Lors de la journée de lancement du cycle des 80 ans de Peuple et Culture, Donalie-An Tran a proposé une réflexion linguistique sur la notion de « peuple ». À travers une analyse sémantique, elle interroge : comment un mot aussi chargé d’histoire et de contradictions peut-il encore nous rassembler ? Son intervention montre que la réponse ne réside pas dans une définition figée, mais dans l’usage que nous en faisons – un usage qui, précisément, est au cœur de l’éducation populaire.

Un mot aux multiples visages

D’emblée, une évidence s’impose : « peuple » est un terme fuyant. Les dictionnaires eux-mêmes peinent à en cerner les contours. Tantôt synonyme de totalité (« ensemble d’êtres humains vivant en société »), tantôt renvoyant à une partie de cette société (« le plus grand nombre, opposé aux élites »), le mot oscille entre unité et fragmentation. « Multitude » dans les définitions anciennes, « ensemble » dans les acceptions modernes, il suggère tour à tour une communauté unifiée et une catégorie sociale clivante.

Cette ambivalence n’est pas neutre. Elle révèle une tension politique : « peuple » peut désigner un sujet souverain (« le peuple français ») ou une classe dominée (« le peuple contre les puissants »).

« Personne ne dit spontanément "je suis le peuple", note-t-on. Ce mot nous échappe dès qu’on tente de le définir. » Une indétermination qui interroge : comment un terme aussi mouvant peut-il fonder une action collective ?

Singulier, pluriel… ou indénombrable ?

L’analyse linguistique révèle une autre particularité : « peuple » résiste au dénombrement. Contrairement à « population » (comptable, mesurable), « peuple » est un nom massif – on ne dit pas « un peuple, deux peuples » pour quantifier des individus, mais pour évoquer des entités politiques ou culturelles distinctes.

« En français, "le peuple" est un massif, une entité que l’on pense comme un tout – ou que l’on divise en classes, explique-t-on. Il échappe à la logique comptable. » Une différence majeure avec l’anglais « people », qui se laisse plus facilement quantifier. « Cette singularité linguistique n’est pas anodine : elle oppose une vision politique ("le peuple acteur") à une vision administrative ("la population à gérer"). »

« Peuple et Culture » : un nom à l’épreuve du pluriel

Pour illustrer cette ambiguïté, un exercice simple est proposé : que se passe-t-il si l’on fait varier les déterminants ?
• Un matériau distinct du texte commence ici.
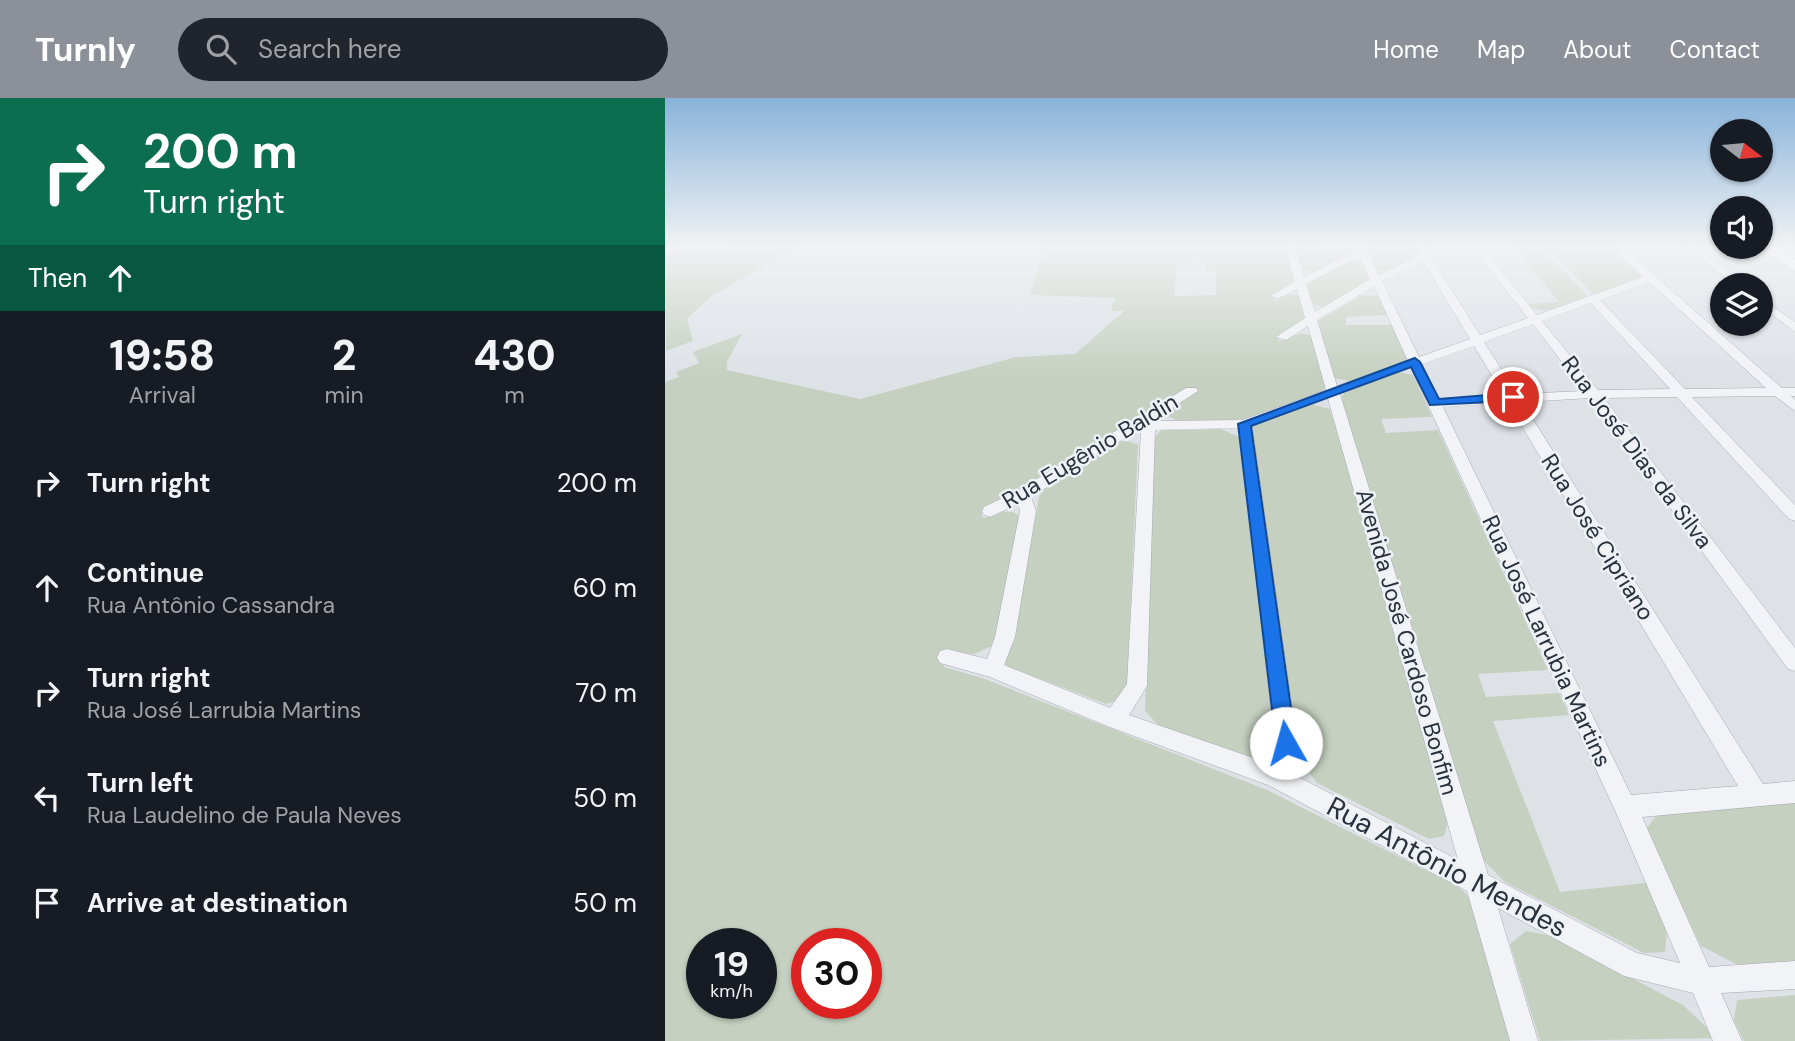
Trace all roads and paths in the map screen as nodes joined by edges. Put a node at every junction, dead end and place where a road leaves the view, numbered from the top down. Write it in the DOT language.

  • « Un peuple, une culture »« Les peuples, les cultures »« Nos peuples, nos cultures ». « Ajouter ou retirer un "s" change tout, observe-t-on. Cela pose la question : parlons-nous au nom d’une entité unifiée, ou reconnaissons-nous une diversité de groupes, d’appartenances, de luttes ? »

Cette variation résonne avec les enjeux contemporains des droits culturels. « Les droits culturels défendent la liberté de s’identifier – ou de ne pas s’identifier – selon des critères mouvants. L’identité n’est pas une case à cocher, mais un processus. »
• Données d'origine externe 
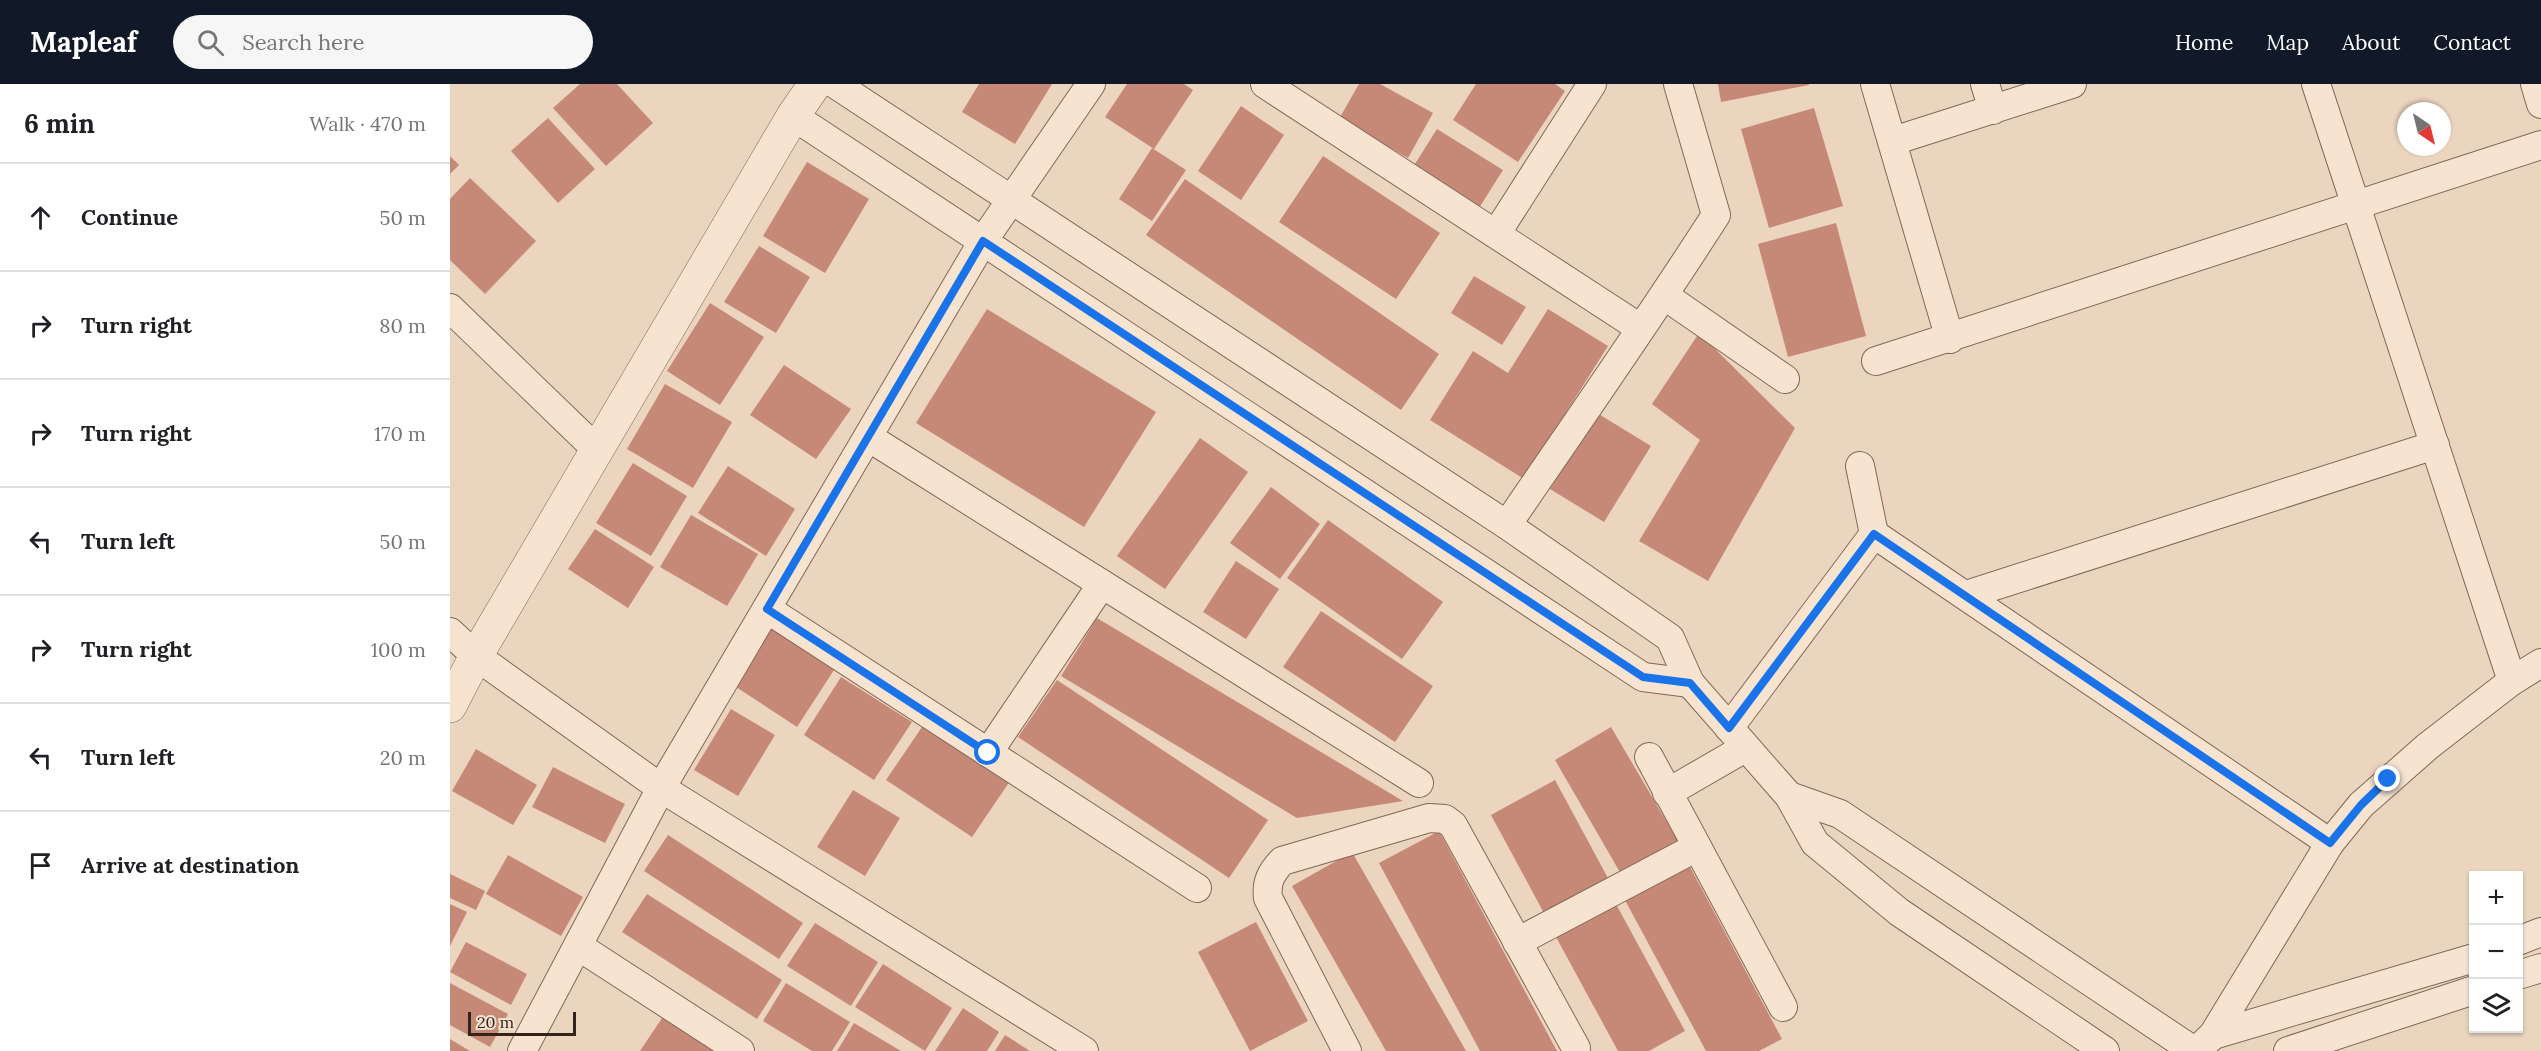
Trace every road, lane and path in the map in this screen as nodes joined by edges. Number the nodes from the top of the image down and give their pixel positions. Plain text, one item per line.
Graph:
1 (815, 84) edge
2 (835, 84) edge
3 (1091, 84) edge
4 (1266, 84) edge
5 (1592, 84) edge
6 (1678, 84) edge
7 (1875, 84) edge
8 (2072, 84) edge
9 (2316, 84) edge
10 (2535, 84) edge
11 (1989, 97) edge
12 (2541, 104) edge
13 (793, 116) junction
14 (1893, 141) junction
15 (2541, 145) edge
16 (1012, 200) junction
17 (2356, 204) junction
18 (1496, 234) junction
19 (983, 241) junction
20 (1665, 296) junction
21 (450, 308) edge
22 (1640, 328) junction
23 (1950, 339) junction
24 (1876, 362) dead end
25 (1785, 379) dead end
26 (868, 437) junction
27 (2435, 445) junction
28 (596, 449) junction
29 (1860, 466) dead end
30 (1507, 525) junction
31 (1874, 534) junction
32 (1102, 584) junction
33 (1966, 596) junction
34 (767, 609) junction
35 (450, 632) edge
36 (476, 656) junction
37 (2541, 663) edge
38 (2512, 681) junction
39 (1690, 683) junction
40 (450, 706) edge
41 (1737, 738) junction
42 (988, 753) junction
43 (1648, 757) dead end
44 (1419, 783) dead end
45 (662, 788) junction
46 (1667, 793) junction
47 (1789, 796) junction
48 (2330, 843) junction
49 (1697, 847) junction
50 (1197, 888) dead end
51 (2541, 932) edge
52 (2523, 939) edge
53 (1517, 942) junction
54 (578, 946) junction
55 (2469, 960) edge
56 (2541, 968) edge
57 (2523, 973) edge
58 (2469, 992) edge
59 (1783, 1007) dead end
60 (2201, 1046) edge
61 (1576, 1048) dead end
62 (522, 1051) edge
63 (740, 1051) edge
64 (1084, 1051) edge
65 (1347, 1051) edge
66 (2105, 1051) edge
67 (2288, 1051) edge

1 - 13 street
2 - 16 street
3 - 16 street
4 - 18 street
5 - 18 street
6 - 20 street
7 - 14 street
8 - 11 street
9 - 17 street
10 - 12 street
11 - 14 street
13 - 19 street
13 - 28 street
14 - 23 street
15 - 17 street
16 - 19 street
16 - 30 street
17 - 23 street
17 - 27 street
18 - 22 street
19 - 26 street
19 - 39 street
20 - 22 street
20 - 25 street
21 - 28 street
22 - 30 street
23 - 24 street
26 - 32 street
26 - 34 street
27 - 33 street
27 - 38 street
28 - 36 street
29 - 31 street
30 - 39 street
31 - 33 street
31 - 41 street
32 - 42 street
32 - 44 street
33 - 48 street
34 - 42 street
34 - 45 street
35 - 36 street
36 - 40 street
36 - 45 street
37 - 38 street
38 - 48 street
39 - 41 street
41 - 46 street
41 - 47 street
42 - 50 street
43 - 46 street
45 - 54 street
45 - 64 street
46 - 49 street
47 - 60 street
47 - 66 street
48 - 60 street
49 - 53 street
49 - 59 street
51 - 52 street
53 - 61 street
53 - 65 street
54 - 62 street
54 - 63 street
55 - 60 street
56 - 57 street
58 - 67 street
Dépasser les définitions : la palabre comme pratique politique

Plutôt que de chercher à fixer le sens de « peuple », l’enjeu serait de créer les conditions pour en discuter. « La langue n’est pas un code figé, mais une matière vivante, incarnée, qui se transforme dans l’échange. »
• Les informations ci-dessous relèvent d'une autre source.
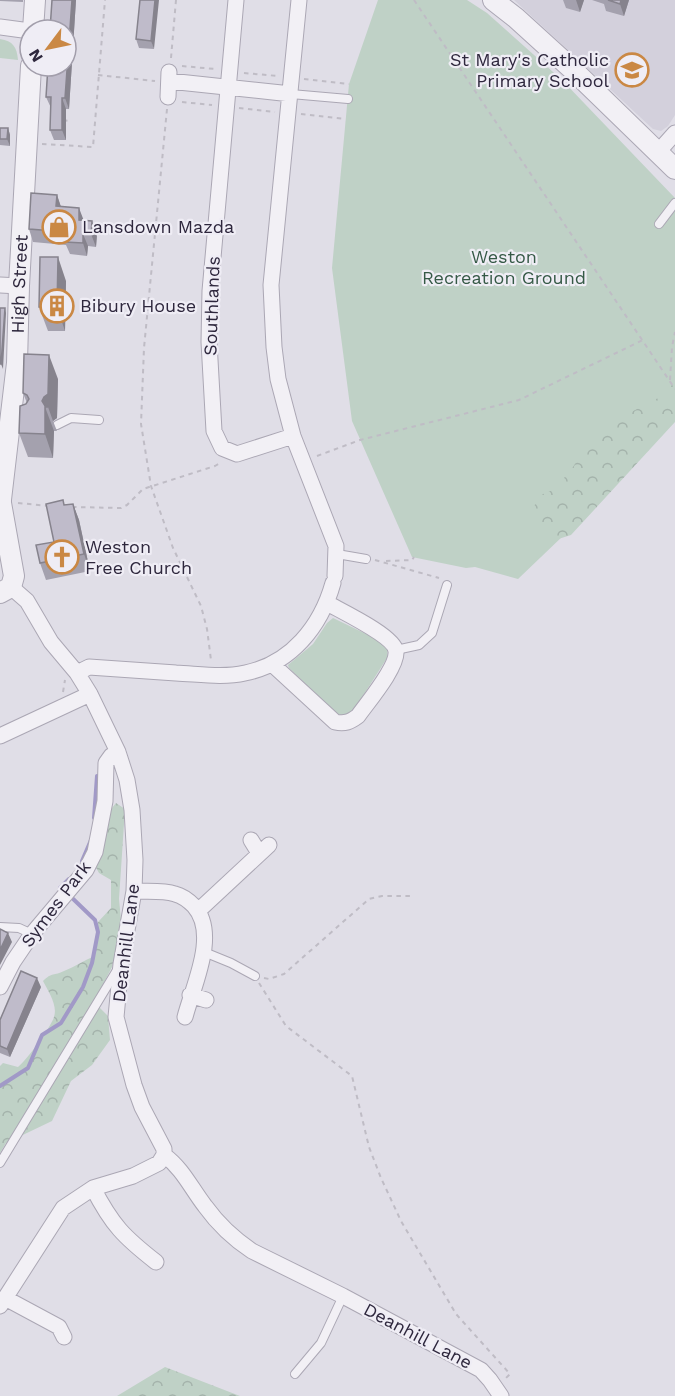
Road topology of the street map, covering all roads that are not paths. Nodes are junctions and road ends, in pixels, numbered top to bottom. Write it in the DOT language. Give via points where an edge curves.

Cette approche rejoint la fonction poétique du langage – cette capacité à jouer avec les mots, les détourner, les réinventer dans le dialogue. « Discuter, débattre, conter… Ces actes en apparence simples sont en réalité des résistances face à un monde qui voudrait nous réduire au silence ou à la consommation passive de discours tout faits. »

« Le peuple n’existe pas comme une essence, conclut-on. Il existe dans les luttes, les récits, les rencontres – et dans la manière dont nous choisissons d’en parler. »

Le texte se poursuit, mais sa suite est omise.